* [YOUR GOAL]: Starting at the first entry, print everything through the last exactly.

* [RECORDS SUPPLIED]:
::::::
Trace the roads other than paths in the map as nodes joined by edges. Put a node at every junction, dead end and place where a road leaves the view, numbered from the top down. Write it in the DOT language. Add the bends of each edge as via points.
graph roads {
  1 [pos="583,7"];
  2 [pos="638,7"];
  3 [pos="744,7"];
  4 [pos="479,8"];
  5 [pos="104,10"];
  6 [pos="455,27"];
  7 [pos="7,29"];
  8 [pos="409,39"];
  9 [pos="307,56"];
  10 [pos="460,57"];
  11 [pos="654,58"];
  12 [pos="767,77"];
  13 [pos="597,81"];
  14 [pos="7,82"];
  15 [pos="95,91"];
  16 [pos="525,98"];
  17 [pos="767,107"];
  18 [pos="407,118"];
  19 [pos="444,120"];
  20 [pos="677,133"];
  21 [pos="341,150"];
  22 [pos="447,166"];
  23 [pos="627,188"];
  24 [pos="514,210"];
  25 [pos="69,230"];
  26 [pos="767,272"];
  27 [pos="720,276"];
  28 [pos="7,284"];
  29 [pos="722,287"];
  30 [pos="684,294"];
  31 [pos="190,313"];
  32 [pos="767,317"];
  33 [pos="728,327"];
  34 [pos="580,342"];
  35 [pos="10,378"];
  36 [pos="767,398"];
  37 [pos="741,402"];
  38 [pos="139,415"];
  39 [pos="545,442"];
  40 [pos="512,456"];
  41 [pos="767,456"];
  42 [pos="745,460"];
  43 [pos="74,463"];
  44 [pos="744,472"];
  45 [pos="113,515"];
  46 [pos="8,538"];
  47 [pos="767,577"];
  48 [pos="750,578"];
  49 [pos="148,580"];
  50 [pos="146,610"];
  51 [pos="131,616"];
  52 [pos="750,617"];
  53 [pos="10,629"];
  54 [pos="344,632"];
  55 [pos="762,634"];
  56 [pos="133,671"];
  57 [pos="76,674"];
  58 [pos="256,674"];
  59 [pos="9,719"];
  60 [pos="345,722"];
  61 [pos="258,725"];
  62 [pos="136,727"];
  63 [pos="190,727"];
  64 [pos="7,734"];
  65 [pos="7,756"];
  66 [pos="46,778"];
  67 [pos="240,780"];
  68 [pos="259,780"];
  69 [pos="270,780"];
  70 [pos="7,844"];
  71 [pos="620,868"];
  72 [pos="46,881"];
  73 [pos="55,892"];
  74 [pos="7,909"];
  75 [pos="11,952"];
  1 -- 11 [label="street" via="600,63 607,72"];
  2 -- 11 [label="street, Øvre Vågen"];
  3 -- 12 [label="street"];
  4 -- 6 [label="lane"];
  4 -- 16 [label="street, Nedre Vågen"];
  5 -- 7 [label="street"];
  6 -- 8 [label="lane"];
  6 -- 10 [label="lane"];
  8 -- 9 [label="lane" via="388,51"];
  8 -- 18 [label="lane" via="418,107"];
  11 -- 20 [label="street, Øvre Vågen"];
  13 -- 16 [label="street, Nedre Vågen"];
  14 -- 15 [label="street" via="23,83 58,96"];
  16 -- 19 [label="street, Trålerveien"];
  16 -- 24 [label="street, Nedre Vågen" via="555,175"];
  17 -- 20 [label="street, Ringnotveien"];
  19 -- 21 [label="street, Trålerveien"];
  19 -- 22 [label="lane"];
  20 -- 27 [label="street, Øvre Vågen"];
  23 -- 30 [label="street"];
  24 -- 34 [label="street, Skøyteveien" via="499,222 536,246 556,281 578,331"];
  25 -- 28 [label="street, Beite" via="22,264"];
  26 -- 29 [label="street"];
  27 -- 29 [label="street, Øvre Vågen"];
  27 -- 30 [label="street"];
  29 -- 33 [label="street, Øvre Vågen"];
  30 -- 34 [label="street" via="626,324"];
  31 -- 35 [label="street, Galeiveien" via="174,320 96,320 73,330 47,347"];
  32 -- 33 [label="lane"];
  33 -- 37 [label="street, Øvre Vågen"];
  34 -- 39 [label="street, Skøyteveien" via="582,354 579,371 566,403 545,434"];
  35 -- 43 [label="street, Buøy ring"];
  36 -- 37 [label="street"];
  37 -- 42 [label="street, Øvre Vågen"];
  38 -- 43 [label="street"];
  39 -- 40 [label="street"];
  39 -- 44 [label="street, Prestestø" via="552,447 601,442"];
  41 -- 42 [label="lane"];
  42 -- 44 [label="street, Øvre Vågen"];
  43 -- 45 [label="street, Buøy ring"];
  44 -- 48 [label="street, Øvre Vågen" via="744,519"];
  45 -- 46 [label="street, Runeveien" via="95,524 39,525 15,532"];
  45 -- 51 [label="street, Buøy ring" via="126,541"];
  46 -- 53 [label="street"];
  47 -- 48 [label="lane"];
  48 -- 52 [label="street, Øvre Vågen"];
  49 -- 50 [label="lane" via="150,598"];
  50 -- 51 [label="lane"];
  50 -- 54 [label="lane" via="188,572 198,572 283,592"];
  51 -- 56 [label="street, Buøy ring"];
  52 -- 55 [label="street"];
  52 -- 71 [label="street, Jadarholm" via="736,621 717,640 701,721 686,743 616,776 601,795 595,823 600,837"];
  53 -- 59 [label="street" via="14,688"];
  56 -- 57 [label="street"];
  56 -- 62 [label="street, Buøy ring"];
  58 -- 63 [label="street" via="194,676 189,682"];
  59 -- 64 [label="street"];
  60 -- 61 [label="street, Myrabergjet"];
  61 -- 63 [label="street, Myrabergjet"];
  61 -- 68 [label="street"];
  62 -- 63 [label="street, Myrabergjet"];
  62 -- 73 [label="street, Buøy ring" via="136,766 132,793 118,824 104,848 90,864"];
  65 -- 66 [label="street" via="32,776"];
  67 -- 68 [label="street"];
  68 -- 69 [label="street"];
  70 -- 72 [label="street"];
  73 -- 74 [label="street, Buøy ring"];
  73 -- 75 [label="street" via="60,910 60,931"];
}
::::::
* [ANSWER SPACE]:
Trace the roads other than paths in the map as nodes joined by edges. Put a node at every junction, dead end and place where a road leaves the view, numbered from the top down. Write it in the DOT language. Add the bends of each edge as via points.
graph roads {
  1 [pos="583,7"];
  2 [pos="638,7"];
  3 [pos="744,7"];
  4 [pos="479,8"];
  5 [pos="104,10"];
  6 [pos="455,27"];
  7 [pos="7,29"];
  8 [pos="409,39"];
  9 [pos="307,56"];
  10 [pos="460,57"];
  11 [pos="654,58"];
  12 [pos="767,77"];
  13 [pos="597,81"];
  14 [pos="7,82"];
  15 [pos="95,91"];
  16 [pos="525,98"];
  17 [pos="767,107"];
  18 [pos="407,118"];
  19 [pos="444,120"];
  20 [pos="677,133"];
  21 [pos="341,150"];
  22 [pos="447,166"];
  23 [pos="627,188"];
  24 [pos="514,210"];
  25 [pos="69,230"];
  26 [pos="767,272"];
  27 [pos="720,276"];
  28 [pos="7,284"];
  29 [pos="722,287"];
  30 [pos="684,294"];
  31 [pos="190,313"];
  32 [pos="767,317"];
  33 [pos="728,327"];
  34 [pos="580,342"];
  35 [pos="10,378"];
  36 [pos="767,398"];
  37 [pos="741,402"];
  38 [pos="139,415"];
  39 [pos="545,442"];
  40 [pos="512,456"];
  41 [pos="767,456"];
  42 [pos="745,460"];
  43 [pos="74,463"];
  44 [pos="744,472"];
  45 [pos="113,515"];
  46 [pos="8,538"];
  47 [pos="767,577"];
  48 [pos="750,578"];
  49 [pos="148,580"];
  50 [pos="146,610"];
  51 [pos="131,616"];
  52 [pos="750,617"];
  53 [pos="10,629"];
  54 [pos="344,632"];
  55 [pos="762,634"];
  56 [pos="133,671"];
  57 [pos="76,674"];
  58 [pos="256,674"];
  59 [pos="9,719"];
  60 [pos="345,722"];
  61 [pos="258,725"];
  62 [pos="136,727"];
  63 [pos="190,727"];
  64 [pos="7,734"];
  65 [pos="7,756"];
  66 [pos="46,778"];
  67 [pos="240,780"];
  68 [pos="259,780"];
  69 [pos="270,780"];
  70 [pos="7,844"];
  71 [pos="620,868"];
  72 [pos="46,881"];
  73 [pos="55,892"];
  74 [pos="7,909"];
  75 [pos="11,952"];
  1 -- 11 [label="street" via="600,63 607,72"];
  2 -- 11 [label="street, Øvre Vågen"];
  3 -- 12 [label="street"];
  4 -- 6 [label="lane"];
  4 -- 16 [label="street, Nedre Vågen"];
  5 -- 7 [label="street"];
  6 -- 8 [label="lane"];
  6 -- 10 [label="lane"];
  8 -- 9 [label="lane" via="388,51"];
  8 -- 18 [label="lane" via="418,107"];
  11 -- 20 [label="street, Øvre Vågen"];
  13 -- 16 [label="street, Nedre Vågen"];
  14 -- 15 [label="street" via="23,83 58,96"];
  16 -- 19 [label="street, Trålerveien"];
  16 -- 24 [label="street, Nedre Vågen" via="555,175"];
  17 -- 20 [label="street, Ringnotveien"];
  19 -- 21 [label="street, Trålerveien"];
  19 -- 22 [label="lane"];
  20 -- 27 [label="street, Øvre Vågen"];
  23 -- 30 [label="street"];
  24 -- 34 [label="street, Skøyteveien" via="499,222 536,246 556,281 578,331"];
  25 -- 28 [label="street, Beite" via="22,264"];
  26 -- 29 [label="street"];
  27 -- 29 [label="street, Øvre Vågen"];
  27 -- 30 [label="street"];
  29 -- 33 [label="street, Øvre Vågen"];
  30 -- 34 [label="street" via="626,324"];
  31 -- 35 [label="street, Galeiveien" via="174,320 96,320 73,330 47,347"];
  32 -- 33 [label="lane"];
  33 -- 37 [label="street, Øvre Vågen"];
  34 -- 39 [label="street, Skøyteveien" via="582,354 579,371 566,403 545,434"];
  35 -- 43 [label="street, Buøy ring"];
  36 -- 37 [label="street"];
  37 -- 42 [label="street, Øvre Vågen"];
  38 -- 43 [label="street"];
  39 -- 40 [label="street"];
  39 -- 44 [label="street, Prestestø" via="552,447 601,442"];
  41 -- 42 [label="lane"];
  42 -- 44 [label="street, Øvre Vågen"];
  43 -- 45 [label="street, Buøy ring"];
  44 -- 48 [label="street, Øvre Vågen" via="744,519"];
  45 -- 46 [label="street, Runeveien" via="95,524 39,525 15,532"];
  45 -- 51 [label="street, Buøy ring" via="126,541"];
  46 -- 53 [label="street"];
  47 -- 48 [label="lane"];
  48 -- 52 [label="street, Øvre Vågen"];
  49 -- 50 [label="lane" via="150,598"];
  50 -- 51 [label="lane"];
  50 -- 54 [label="lane" via="188,572 198,572 283,592"];
  51 -- 56 [label="street, Buøy ring"];
  52 -- 55 [label="street"];
  52 -- 71 [label="street, Jadarholm" via="736,621 717,640 701,721 686,743 616,776 601,795 595,823 600,837"];
  53 -- 59 [label="street" via="14,688"];
  56 -- 57 [label="street"];
  56 -- 62 [label="street, Buøy ring"];
  58 -- 63 [label="street" via="194,676 189,682"];
  59 -- 64 [label="street"];
  60 -- 61 [label="street, Myrabergjet"];
  61 -- 63 [label="street, Myrabergjet"];
  61 -- 68 [label="street"];
  62 -- 63 [label="street, Myrabergjet"];
  62 -- 73 [label="street, Buøy ring" via="136,766 132,793 118,824 104,848 90,864"];
  65 -- 66 [label="street" via="32,776"];
  67 -- 68 [label="street"];
  68 -- 69 [label="street"];
  70 -- 72 [label="street"];
  73 -- 74 [label="street, Buøy ring"];
  73 -- 75 [label="street" via="60,910 60,931"];
}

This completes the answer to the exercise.